Court Opinion

ID: 8015617
Source: CourtListenerOpinion
Date Created: 2022-09-09 02:04:06.154289+00
Date Added: 2024-06-11T16:36:18.888042
License: Public Domain

DISSENTING OPINION.
VALLIANT, J.
— The master’s liability for the wrongful act of his servant depends not on the words in which the contract of employment is expressed, for, if that were the case, then care in phraseology would enable the master to avoid all liability. The liability of the master is not one that he contracts to assume, but it is one that is imposed by law on the relation of master and servant. And it is not necessary that the wrongful act of the servant be done with the knowledge or consent of the master; the master may in fact give the servant strict orders to be very careful to avoid hurting others, and yet be liable if the servant disregards the orders.
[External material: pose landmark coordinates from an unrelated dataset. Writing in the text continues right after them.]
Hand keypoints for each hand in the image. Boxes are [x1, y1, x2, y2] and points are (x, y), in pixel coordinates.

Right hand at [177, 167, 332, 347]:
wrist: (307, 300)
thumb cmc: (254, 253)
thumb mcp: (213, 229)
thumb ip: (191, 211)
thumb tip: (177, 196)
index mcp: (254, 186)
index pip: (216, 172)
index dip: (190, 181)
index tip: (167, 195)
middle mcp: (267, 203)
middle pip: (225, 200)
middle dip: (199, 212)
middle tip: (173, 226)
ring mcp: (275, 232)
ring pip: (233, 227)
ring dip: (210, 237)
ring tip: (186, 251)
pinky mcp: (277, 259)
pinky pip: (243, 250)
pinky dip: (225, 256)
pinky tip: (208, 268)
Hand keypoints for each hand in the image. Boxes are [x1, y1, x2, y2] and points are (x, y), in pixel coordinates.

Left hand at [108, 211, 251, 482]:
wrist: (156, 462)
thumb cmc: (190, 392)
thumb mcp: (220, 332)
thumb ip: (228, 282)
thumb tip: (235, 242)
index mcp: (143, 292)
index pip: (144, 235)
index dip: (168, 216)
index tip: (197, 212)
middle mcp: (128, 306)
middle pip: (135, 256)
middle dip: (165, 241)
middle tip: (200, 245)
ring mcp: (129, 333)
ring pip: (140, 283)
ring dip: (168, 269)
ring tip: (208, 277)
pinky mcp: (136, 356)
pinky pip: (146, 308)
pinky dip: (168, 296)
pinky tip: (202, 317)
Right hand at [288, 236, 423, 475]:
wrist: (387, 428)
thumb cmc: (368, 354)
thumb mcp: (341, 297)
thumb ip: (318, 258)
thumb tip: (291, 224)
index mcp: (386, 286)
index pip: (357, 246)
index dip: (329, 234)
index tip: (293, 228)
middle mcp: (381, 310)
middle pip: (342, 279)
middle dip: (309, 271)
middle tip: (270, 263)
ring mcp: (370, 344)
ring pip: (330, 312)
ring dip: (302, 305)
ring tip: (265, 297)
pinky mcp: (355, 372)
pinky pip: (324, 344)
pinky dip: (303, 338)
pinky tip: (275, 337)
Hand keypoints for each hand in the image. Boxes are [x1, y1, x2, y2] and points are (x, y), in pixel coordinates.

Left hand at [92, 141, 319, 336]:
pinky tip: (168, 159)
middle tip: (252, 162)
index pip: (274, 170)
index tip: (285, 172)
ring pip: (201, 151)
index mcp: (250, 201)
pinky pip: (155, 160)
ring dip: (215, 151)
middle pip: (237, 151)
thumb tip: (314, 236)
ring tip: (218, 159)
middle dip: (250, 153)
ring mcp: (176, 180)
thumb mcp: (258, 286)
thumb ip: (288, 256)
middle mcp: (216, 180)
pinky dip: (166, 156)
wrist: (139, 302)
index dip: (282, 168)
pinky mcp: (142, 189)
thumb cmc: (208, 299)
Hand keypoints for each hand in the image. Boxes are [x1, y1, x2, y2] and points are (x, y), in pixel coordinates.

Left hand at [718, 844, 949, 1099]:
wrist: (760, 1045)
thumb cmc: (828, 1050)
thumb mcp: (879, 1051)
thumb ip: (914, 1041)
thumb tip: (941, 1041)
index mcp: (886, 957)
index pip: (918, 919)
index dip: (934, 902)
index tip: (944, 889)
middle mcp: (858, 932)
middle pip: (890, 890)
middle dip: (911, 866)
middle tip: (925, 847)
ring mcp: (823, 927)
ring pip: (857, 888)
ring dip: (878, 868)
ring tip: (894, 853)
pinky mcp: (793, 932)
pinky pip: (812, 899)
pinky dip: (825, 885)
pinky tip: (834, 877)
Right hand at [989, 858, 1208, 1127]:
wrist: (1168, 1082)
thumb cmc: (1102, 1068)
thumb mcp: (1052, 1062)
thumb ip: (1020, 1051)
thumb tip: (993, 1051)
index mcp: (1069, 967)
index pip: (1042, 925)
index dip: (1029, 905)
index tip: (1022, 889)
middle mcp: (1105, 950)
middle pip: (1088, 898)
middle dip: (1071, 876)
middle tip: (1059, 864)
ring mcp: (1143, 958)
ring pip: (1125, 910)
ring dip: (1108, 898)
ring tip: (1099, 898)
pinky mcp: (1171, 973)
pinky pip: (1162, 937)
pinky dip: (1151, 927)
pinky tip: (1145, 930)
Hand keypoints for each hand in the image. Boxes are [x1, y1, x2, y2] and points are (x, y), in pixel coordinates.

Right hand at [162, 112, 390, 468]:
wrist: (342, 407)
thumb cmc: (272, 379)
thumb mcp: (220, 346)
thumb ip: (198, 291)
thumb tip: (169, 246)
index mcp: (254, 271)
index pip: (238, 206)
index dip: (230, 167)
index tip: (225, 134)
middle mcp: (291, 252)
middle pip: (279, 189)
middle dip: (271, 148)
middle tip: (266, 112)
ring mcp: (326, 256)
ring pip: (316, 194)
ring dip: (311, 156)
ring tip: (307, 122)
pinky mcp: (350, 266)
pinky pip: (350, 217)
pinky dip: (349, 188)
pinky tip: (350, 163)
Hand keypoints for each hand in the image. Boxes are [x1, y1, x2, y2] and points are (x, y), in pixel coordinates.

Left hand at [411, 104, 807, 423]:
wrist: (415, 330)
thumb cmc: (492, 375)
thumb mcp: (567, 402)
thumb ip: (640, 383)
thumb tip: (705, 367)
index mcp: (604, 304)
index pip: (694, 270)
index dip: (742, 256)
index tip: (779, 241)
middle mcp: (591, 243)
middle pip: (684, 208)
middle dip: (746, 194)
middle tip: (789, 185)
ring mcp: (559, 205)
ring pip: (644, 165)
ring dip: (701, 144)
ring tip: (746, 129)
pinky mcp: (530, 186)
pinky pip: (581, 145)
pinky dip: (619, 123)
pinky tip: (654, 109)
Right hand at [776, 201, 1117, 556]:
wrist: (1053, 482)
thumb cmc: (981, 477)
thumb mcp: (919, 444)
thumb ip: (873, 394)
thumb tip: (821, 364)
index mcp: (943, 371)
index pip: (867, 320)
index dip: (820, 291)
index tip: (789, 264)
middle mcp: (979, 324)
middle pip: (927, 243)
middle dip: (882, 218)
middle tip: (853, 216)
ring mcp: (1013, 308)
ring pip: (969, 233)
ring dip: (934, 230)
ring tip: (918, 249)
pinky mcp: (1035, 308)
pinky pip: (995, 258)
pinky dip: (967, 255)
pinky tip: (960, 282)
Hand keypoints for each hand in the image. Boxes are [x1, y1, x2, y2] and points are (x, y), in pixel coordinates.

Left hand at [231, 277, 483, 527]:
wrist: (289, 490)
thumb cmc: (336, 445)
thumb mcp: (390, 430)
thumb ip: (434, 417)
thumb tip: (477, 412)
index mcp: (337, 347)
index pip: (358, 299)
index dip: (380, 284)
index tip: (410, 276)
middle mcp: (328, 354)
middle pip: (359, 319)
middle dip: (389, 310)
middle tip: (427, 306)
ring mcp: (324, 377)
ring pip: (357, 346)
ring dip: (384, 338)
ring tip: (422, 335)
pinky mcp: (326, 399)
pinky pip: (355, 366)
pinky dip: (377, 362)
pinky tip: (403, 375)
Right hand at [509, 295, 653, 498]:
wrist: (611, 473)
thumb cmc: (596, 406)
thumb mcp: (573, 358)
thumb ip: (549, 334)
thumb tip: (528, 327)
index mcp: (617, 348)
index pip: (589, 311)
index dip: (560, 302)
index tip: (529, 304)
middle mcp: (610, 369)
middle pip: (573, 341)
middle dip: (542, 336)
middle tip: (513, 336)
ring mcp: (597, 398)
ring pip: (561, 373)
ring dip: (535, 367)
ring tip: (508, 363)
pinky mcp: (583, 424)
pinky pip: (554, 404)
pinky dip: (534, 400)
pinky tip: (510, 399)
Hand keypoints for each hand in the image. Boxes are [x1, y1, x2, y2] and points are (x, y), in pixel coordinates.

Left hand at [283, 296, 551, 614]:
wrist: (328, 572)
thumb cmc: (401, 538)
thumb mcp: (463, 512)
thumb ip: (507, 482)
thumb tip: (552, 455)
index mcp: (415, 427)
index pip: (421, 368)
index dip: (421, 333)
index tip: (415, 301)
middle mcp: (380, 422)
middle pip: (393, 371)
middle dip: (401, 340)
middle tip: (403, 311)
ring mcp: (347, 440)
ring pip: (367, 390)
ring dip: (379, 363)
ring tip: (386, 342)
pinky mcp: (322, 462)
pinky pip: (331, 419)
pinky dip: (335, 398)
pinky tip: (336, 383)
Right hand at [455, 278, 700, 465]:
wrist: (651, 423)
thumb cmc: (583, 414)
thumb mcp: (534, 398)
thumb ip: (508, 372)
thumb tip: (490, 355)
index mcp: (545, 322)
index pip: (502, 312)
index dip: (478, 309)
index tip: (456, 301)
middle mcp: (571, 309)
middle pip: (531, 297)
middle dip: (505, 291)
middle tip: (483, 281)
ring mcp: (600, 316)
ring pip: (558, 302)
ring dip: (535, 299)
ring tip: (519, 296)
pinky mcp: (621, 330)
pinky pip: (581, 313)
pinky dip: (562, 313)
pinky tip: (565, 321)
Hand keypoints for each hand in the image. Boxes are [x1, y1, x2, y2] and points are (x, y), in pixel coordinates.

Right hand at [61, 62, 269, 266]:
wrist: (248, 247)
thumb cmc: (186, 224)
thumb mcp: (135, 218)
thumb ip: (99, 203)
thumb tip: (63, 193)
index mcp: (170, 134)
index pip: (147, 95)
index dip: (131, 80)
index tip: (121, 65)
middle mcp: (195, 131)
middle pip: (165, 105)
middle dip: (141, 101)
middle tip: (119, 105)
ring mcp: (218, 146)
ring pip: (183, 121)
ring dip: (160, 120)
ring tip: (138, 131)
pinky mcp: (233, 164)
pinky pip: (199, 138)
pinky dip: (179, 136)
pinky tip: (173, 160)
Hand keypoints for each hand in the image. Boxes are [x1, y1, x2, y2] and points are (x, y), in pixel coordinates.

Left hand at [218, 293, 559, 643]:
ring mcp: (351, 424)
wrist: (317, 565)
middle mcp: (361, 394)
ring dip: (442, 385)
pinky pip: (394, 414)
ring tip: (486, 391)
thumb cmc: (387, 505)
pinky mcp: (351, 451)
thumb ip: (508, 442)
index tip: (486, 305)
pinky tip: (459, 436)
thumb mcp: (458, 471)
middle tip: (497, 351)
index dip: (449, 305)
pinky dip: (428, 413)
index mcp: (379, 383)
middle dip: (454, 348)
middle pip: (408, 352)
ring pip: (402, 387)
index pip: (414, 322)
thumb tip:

The theory of the law is that the hand of the servant, moving in the performance of the act which he was employed to do, is the hand of the master, and if in his effort to accomplish that act the servant negligently or willfully injures another, it is in legal theory the hand of the master that does the wrong. The mas*61ter has chosen his own servant and is responsible to others for that servant’s lack of capacity or lack of care or lack of regard for the rights of others when that servant is in the act of doing his master’s work and when the wrong that he does is his method of accomplishing the work he was set to do. Of course this rule must be accepted with reasonable limits." Extreme cases may be supposed, as were given, for illustration, in the oral argument, and extreme cases may have occurred in which no reasonable master could have anticipated the act which the servant committed, but with that qualification the rule is a just one, and whether the act committed is one that is beyond reason to have anticipated is a question of fact in a given case.
To say that a master may employ an agent possessing the power and the means of inflicting wrong, which the evidence in this case tends to show the agent in this instance possessed, and yet hide his liability behind the innocent form of expression he used when he employed the agent and sent him forth to do his work, would be to mark out an easy method for doing wrong without incurring liability.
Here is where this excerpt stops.